Some costs, which do not follow rigidly fixed or variable patterns, are difficult to classify. For example, an employee might receive a fixed salary plus a commission that varies with sales volume. It is best to divide these costs into fixed and variable elements. Only the commission in this case would be considered variable cost
Step 3. Add up all the variable costs of a given period
Consider, for example, a simple manufacturing activity that has only 3 variable costs: raw materials, packaging and shipping, and personnel expenses.

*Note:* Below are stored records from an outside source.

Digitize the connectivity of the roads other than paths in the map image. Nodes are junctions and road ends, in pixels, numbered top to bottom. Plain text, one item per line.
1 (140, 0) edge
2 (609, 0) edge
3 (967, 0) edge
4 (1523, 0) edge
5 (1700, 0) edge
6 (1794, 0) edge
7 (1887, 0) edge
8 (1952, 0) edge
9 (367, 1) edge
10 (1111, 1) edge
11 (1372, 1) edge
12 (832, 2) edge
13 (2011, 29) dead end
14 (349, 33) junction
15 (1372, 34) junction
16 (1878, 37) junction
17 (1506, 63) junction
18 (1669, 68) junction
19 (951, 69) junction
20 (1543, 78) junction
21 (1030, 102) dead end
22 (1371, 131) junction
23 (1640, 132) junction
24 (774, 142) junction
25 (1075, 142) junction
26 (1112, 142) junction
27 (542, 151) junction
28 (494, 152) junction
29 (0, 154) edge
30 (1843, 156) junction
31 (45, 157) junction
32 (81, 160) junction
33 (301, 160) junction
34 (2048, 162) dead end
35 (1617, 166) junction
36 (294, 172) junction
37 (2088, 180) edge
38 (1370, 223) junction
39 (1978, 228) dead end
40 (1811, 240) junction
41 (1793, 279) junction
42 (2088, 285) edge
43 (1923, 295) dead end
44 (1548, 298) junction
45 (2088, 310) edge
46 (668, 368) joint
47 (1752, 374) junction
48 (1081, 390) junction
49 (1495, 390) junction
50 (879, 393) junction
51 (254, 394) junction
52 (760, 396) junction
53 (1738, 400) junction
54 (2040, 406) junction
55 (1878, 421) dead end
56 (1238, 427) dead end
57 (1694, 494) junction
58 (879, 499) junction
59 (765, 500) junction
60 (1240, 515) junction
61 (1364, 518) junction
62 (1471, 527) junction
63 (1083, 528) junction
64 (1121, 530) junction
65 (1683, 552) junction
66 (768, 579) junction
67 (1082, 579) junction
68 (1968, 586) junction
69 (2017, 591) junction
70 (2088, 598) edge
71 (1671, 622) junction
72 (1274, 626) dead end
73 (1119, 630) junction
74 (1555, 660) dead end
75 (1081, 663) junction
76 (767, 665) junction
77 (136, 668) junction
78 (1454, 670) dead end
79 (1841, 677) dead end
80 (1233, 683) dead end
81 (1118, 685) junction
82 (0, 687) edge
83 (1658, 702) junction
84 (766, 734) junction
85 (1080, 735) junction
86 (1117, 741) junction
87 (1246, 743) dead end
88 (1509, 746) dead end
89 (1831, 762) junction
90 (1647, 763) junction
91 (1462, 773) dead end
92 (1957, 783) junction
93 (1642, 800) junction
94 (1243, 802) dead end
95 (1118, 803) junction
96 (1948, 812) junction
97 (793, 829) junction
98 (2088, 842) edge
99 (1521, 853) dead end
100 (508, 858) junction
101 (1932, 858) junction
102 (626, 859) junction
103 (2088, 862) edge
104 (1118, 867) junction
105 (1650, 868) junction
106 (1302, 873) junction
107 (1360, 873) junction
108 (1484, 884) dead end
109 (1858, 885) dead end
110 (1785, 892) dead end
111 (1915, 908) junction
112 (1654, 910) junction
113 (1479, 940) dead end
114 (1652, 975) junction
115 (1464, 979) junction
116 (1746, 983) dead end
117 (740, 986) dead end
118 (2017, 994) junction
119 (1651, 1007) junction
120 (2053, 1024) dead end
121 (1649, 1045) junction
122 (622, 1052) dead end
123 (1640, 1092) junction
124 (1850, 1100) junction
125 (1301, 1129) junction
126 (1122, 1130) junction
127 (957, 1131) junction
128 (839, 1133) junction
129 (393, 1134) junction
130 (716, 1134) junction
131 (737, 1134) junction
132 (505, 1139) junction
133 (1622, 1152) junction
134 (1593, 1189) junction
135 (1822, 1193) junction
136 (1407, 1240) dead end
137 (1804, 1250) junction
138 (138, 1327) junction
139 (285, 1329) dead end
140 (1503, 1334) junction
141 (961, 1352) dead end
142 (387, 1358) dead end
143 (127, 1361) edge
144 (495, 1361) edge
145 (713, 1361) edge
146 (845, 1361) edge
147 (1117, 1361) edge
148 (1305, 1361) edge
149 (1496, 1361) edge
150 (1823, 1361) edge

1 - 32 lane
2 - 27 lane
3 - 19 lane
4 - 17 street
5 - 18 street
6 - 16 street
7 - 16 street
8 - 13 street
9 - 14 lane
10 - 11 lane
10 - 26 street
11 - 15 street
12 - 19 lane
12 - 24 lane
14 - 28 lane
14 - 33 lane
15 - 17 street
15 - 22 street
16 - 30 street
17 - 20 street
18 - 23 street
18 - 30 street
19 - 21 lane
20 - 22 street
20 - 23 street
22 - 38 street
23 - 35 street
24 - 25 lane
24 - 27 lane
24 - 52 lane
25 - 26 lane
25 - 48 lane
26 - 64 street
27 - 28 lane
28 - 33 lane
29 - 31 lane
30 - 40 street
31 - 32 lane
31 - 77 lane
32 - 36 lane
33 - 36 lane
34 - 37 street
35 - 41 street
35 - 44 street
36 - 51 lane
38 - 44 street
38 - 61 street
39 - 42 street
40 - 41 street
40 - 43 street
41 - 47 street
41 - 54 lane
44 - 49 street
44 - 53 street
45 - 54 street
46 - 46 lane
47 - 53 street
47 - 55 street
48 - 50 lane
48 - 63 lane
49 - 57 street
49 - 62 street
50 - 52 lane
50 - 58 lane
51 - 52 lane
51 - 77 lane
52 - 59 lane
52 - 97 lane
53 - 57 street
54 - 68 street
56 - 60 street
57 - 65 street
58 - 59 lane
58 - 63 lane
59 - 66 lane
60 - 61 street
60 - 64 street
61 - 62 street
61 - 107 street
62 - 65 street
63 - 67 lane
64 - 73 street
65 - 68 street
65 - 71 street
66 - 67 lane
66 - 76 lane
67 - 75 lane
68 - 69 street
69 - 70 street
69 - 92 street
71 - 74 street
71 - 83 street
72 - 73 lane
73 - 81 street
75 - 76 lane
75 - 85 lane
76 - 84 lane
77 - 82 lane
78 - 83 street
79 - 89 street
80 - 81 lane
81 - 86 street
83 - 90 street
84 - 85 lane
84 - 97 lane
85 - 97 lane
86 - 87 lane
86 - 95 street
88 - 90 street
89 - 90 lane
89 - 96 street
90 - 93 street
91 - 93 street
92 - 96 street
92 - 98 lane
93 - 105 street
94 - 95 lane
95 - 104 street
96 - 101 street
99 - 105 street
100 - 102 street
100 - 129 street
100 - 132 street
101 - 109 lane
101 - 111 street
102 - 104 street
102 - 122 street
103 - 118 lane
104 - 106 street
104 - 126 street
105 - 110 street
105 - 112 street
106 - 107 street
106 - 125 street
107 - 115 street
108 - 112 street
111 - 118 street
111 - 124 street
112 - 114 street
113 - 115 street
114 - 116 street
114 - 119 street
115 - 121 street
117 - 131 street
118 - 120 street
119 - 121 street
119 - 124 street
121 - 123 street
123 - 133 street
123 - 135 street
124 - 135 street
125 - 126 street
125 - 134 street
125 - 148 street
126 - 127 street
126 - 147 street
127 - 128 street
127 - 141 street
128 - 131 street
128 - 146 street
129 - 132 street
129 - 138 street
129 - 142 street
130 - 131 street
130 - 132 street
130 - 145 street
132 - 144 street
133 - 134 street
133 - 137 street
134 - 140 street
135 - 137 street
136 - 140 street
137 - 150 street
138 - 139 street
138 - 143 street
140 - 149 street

- Let's assume that the costs incurred in the most recent year are as follows: € 35,000 for raw materials, € 20,000 for packaging and shipping and € 100,000 in wages.
- The total variable costs in the year will therefore be (35,000 + 20,000 + 100,000) € 155,000. These costs are directly related to the production volume for that year.
Step 4. Divide the total variable costs by the production volume
With this calculation you will get the unit variable cost. For example, if the previous activity had produced 500,000 units per year, the variable unit cost would have been (155,000 / 500,000) € 0.31.
- The unit variable cost is simply the variable cost of each unit produced. Each extra unit will increase the costs by that value. If, for example, the previous business produced 100 more units, the variable costs would rise by € 31.
- Note that in most cases, increasing production will still make each unit produced more profitable. This is because the fixed costs would be spread over a larger production volume. If, for example, the previous business spent € 50,000 per year on rents, the rental costs would weigh on each unit for € 0.10. If production doubled, the rent would be charged on each unit for € 0.05, allowing more profit to be made with each sale.
Advice
- Costs that do not behave exactly as fixed or variable are, in some cases, considered "semi-fixed" or "semi-variable". There is room for discretion in setting these costs.
- Note that the previous example calculations can be applied to all currencies.